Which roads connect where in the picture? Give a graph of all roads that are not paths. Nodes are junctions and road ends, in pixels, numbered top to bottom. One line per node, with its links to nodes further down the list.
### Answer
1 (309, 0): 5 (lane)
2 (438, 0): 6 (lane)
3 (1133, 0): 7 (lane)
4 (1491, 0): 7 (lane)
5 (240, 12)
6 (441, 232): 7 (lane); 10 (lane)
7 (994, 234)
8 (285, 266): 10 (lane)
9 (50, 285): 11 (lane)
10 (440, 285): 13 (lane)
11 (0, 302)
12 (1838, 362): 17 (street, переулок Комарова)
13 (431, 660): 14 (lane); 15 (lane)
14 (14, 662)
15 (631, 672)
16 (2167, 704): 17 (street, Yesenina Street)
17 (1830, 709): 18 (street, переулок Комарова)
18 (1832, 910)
• • • • •
- Task directions
Every word of every entry must be returned as it appears.

- Reply to the task
Which roads connect where in the picture? Give a graph of all roads that are not paths. Nodes are junctions and road ends, in pixels, numbered top to bottom. One line per node, with its links to nodes further down the list.
### Answer
1 (309, 0): 5 (lane)
2 (438, 0): 6 (lane)
3 (1133, 0): 7 (lane)
4 (1491, 0): 7 (lane)
5 (240, 12)
6 (441, 232): 7 (lane); 10 (lane)
7 (994, 234)
8 (285, 266): 10 (lane)
9 (50, 285): 11 (lane)
10 (440, 285): 13 (lane)
11 (0, 302)
12 (1838, 362): 17 (street, переулок Комарова)
13 (431, 660): 14 (lane); 15 (lane)
14 (14, 662)
15 (631, 672)
16 (2167, 704): 17 (street, Yesenina Street)
17 (1830, 709): 18 (street, переулок Комарова)
18 (1832, 910)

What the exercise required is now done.